Cuestión de fé

Cuestión de fé


Para algunos no tiene ninguna relación. Quizás no la tenga.

Nadie puede demostrar que dios no existe. Seguramente por eso las religiones viven tanto. Es la fé de los creyentes la que alimenta esa creencia.

Sobre si dios existe o no, estoy seguro que sí. Si dios es el hacedor de las cosas, el Ser Supremo que ha dado inicio a lo que somos, dios puede ser la explosión que originó el Big Bang, o la primera gota de agua que llegó a la tierra, o también, para otros, dios es la respuesta a todas las preguntas que entienden o no saben responder. Al final es la fé que tienen en querer creer que existe algo por encima de su entendimiento, que sí conoce las respuestas que ellos no tienen y que por tanto podría mantener el equilibrio del universo, que les da la serenidad suficiente para no caer ante el gran abismo que es el desconocimiento.

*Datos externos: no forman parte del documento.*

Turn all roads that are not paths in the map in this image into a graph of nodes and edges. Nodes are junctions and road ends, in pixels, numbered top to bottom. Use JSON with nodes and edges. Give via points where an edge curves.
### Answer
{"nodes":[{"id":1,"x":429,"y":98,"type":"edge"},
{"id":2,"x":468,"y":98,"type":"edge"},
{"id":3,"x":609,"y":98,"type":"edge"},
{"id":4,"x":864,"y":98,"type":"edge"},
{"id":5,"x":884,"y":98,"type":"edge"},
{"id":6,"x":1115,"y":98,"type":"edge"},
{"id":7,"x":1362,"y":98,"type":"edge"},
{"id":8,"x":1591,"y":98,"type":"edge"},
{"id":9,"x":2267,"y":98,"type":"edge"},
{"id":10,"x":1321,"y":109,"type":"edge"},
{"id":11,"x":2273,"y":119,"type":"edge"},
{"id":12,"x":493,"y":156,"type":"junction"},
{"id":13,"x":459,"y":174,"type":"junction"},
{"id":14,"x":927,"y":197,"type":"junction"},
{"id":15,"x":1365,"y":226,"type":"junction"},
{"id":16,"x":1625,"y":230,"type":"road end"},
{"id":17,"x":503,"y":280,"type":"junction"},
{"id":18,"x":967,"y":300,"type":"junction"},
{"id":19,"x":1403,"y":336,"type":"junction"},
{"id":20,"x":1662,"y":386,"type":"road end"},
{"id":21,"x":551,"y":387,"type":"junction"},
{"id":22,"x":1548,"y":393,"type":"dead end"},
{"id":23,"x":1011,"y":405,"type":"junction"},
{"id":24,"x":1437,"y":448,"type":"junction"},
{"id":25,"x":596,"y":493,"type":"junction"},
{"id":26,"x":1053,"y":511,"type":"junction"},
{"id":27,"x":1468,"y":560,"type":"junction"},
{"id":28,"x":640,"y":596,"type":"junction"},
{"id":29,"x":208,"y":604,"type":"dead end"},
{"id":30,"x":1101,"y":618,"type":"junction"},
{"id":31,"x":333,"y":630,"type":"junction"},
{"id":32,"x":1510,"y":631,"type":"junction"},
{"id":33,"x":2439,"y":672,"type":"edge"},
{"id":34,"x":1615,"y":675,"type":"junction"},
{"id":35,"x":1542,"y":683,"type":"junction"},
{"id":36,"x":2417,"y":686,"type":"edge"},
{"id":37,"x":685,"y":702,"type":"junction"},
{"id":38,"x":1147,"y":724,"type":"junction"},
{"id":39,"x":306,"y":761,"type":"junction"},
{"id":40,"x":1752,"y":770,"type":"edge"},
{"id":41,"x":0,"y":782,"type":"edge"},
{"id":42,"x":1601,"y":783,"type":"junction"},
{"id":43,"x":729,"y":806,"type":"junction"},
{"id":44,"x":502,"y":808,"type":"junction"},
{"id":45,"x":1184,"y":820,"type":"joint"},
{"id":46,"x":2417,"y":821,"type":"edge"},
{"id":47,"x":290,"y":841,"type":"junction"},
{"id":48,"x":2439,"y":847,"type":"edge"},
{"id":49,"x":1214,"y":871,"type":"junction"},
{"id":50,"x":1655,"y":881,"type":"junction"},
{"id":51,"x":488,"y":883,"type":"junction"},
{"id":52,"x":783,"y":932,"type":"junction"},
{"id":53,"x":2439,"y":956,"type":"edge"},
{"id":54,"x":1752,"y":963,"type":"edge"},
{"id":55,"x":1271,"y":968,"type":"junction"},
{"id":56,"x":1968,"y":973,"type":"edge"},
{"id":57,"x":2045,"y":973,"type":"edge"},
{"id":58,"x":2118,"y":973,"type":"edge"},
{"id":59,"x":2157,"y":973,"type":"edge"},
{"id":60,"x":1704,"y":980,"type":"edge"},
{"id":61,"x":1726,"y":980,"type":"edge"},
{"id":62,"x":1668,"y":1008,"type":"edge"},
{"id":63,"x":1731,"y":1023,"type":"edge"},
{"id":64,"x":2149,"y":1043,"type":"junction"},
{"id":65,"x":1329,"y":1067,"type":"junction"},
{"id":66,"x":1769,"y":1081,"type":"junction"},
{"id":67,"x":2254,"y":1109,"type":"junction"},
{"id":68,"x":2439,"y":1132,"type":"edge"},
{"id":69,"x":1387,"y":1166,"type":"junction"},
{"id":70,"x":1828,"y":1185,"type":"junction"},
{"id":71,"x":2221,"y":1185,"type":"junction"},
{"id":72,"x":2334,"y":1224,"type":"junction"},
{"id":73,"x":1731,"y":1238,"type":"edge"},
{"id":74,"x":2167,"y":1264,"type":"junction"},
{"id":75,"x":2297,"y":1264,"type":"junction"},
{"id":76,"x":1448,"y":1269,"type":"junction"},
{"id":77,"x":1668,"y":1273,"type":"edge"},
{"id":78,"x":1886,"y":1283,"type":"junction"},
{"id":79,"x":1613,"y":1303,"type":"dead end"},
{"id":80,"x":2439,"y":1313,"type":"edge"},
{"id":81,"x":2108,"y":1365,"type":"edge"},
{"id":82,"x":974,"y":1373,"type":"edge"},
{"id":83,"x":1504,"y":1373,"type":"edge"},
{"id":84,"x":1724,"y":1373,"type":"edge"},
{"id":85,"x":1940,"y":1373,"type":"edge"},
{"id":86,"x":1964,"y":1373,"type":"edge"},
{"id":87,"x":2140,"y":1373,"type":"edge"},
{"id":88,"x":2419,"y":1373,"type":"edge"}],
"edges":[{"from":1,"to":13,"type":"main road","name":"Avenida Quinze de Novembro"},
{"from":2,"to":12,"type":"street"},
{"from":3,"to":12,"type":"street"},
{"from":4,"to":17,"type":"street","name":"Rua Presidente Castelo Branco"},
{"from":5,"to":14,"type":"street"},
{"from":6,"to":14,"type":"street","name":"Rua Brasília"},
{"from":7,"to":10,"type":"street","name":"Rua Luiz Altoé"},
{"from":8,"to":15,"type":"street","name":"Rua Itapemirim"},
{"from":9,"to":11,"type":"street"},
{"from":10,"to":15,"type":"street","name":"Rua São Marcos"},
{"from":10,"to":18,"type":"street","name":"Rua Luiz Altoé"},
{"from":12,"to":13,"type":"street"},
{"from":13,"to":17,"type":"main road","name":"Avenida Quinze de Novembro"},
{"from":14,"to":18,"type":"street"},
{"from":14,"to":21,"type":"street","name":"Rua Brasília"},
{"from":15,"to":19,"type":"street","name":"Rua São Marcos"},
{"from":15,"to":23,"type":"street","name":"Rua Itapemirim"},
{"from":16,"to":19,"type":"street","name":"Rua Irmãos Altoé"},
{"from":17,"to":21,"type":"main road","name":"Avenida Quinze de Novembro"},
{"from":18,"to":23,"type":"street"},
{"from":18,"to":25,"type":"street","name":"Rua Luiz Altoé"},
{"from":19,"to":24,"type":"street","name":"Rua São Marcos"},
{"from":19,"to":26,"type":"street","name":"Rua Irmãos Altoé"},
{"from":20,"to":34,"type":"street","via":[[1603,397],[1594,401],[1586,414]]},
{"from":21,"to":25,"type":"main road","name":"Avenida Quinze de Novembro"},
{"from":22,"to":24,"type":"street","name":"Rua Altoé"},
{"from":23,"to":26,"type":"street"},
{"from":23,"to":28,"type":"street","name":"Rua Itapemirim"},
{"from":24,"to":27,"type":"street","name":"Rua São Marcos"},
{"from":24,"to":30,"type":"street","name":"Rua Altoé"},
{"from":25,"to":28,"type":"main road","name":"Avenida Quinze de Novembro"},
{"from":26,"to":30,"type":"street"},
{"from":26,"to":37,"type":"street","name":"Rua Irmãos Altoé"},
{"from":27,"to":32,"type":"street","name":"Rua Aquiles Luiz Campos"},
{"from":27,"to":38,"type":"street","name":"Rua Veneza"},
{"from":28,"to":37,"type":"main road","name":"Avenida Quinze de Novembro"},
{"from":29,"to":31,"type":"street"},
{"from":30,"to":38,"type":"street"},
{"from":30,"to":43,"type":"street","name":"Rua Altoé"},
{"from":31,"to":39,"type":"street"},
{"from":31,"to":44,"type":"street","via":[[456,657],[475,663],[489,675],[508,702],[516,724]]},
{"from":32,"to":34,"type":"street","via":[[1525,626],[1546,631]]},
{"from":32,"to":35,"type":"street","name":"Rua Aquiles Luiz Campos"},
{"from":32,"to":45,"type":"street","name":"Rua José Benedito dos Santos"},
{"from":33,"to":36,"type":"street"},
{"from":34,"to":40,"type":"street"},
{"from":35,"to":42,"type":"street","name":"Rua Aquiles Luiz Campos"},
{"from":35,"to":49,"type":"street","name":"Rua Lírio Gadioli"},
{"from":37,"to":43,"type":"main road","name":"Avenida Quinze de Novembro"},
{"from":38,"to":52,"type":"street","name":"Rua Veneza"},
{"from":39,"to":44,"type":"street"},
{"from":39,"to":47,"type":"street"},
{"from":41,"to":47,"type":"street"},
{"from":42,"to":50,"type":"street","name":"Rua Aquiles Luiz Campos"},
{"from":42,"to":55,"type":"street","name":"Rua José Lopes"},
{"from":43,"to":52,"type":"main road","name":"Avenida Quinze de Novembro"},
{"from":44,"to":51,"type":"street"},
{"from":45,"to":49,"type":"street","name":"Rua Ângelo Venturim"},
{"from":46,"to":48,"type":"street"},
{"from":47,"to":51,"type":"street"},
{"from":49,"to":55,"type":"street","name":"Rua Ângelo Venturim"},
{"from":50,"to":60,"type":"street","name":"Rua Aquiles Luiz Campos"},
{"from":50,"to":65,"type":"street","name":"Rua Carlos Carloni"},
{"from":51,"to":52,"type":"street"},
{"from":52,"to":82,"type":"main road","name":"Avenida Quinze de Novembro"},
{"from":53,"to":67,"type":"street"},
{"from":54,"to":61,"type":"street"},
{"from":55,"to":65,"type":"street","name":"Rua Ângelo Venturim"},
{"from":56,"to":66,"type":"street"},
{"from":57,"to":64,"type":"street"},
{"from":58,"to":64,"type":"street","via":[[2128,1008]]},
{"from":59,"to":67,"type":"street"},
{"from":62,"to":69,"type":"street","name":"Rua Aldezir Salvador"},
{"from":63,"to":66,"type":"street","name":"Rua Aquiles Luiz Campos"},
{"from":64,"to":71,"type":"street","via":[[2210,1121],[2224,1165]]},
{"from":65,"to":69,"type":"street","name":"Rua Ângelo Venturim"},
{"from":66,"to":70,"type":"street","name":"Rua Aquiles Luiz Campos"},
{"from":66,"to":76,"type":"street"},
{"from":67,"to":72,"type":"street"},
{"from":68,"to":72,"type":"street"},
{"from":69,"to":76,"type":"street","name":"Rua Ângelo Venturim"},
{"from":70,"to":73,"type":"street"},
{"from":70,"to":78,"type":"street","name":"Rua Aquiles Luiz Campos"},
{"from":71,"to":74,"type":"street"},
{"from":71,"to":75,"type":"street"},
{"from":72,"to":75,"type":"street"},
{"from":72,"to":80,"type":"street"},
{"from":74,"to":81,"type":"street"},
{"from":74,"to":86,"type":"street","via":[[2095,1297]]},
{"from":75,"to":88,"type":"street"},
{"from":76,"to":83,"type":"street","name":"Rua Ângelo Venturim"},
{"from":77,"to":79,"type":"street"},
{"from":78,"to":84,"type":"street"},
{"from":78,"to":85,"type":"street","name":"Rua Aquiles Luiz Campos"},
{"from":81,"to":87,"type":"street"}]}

Sobre si la fé existe o no, estoy seguro que sí. Si la fé es la creencia de que existe un ser supremo que tiene las soluciones a todos los problemas que no podemos resolver, pues ahí está el dinero. Ahí está la Lotería.

Escucho a mucha gente decirme que dios no existe, que se lo inventaron los prehistóricos por desconocimiento de la ciencia y las supersticiones. Y terminan la frase diciendo: pero bueno, a mí me la suda, como me va a tocar la lotería…

Para muchos dios es el hacedor de la tierra y el universo y para otros es el creador de su tranquilidad terrenal, el que le pagará la casa y el coche para el resto de la vida y no se tendrán que preocupar de la ortodoncia de los hijos ni la universidad.

 

Para hacernos una idea de lo que es la fé, y porqué se dice que la fé mueve montañas, es que la probabilidad de que toque el reintegro jugando la lotería de navidad es menor de un 10%. Lo que sí está claro es que al dueño del número premiado, desde ese momento, creerá en dios y en todo cristo, por muy nihilista que en su momento fuese, encontró la fé. Su fé. En lo que él quiera que se hubiera basado para fomentar las ilusiones y que ahora creyó que son reales. La vida es así. Un juego de azar que cuando te toca crees que es posible.

Esto me recuerda a cuando un usuario de Internet entra en una página extraña y el ordenador se apaga, se rompe y no vuelve a encender. Su explicación es: “claro, entré en esa página que no tenía que entrar y se rompió el ordenador.”  “por haber enchufado esta memoria USB el cargador del portátil se rompió” y la realidad es que un ordenador, que a penas tiene componentes mecánicos, no avisan antes de romperse, ni lanzan una advertencia de que hagas esa copia de seguridad de la que nunca te acordaste y que “ahora mismo iba a hacer”.